WHAT TO DO: Please say how many lines in the records below contain the word "MÜHLEISEN". Give only the number.

EXCERPTED DATA:
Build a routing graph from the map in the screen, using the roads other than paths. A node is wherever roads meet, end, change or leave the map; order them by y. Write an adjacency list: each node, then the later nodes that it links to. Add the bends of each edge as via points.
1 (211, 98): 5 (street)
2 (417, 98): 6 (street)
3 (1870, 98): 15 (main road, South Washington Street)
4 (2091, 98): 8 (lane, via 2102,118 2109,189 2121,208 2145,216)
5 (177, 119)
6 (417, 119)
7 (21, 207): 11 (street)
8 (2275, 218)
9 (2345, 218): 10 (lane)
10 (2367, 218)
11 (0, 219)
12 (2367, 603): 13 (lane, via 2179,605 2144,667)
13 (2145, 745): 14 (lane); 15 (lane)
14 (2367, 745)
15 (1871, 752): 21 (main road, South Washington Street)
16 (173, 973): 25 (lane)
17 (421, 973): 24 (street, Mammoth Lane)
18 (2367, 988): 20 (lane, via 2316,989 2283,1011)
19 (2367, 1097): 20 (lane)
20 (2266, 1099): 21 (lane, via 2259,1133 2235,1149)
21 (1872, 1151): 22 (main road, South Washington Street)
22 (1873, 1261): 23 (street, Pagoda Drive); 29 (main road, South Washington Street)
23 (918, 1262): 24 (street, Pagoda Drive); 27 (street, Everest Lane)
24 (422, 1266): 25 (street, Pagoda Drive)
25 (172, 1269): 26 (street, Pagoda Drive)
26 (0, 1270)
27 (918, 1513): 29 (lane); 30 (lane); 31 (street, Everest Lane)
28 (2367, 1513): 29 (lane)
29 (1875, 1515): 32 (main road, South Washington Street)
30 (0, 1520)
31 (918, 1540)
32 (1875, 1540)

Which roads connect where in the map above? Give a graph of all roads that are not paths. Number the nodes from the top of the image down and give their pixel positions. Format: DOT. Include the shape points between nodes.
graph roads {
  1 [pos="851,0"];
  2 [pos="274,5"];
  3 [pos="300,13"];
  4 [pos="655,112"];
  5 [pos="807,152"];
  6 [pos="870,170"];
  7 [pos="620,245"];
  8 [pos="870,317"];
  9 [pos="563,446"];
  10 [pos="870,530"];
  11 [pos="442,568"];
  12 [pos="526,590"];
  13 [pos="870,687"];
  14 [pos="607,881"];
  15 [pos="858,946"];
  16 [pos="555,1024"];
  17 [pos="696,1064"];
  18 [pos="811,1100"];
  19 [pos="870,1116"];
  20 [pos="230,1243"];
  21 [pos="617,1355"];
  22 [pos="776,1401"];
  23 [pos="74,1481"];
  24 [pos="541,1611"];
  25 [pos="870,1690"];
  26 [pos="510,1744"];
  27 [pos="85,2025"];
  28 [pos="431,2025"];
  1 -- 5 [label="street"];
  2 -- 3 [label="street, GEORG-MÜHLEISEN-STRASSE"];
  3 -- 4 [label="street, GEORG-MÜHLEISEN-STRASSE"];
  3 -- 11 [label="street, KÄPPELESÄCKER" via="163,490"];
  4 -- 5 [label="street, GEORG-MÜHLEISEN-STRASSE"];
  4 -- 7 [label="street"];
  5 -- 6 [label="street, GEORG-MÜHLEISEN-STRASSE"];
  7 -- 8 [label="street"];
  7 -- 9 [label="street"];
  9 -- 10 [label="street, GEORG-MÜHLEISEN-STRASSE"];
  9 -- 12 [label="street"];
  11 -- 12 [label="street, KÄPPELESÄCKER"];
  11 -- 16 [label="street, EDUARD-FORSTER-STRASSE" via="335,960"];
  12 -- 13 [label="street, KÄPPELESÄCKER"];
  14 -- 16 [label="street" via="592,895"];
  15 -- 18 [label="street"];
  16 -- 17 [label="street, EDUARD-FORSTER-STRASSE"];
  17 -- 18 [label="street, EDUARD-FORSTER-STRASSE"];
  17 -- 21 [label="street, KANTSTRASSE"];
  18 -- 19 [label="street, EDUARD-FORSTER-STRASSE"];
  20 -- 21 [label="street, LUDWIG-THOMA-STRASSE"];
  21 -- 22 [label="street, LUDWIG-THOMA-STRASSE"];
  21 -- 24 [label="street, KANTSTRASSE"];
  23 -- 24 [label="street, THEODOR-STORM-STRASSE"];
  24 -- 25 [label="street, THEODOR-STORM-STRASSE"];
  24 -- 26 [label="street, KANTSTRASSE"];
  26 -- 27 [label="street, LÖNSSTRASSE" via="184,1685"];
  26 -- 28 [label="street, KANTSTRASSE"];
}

EXERCISE RESULT: 5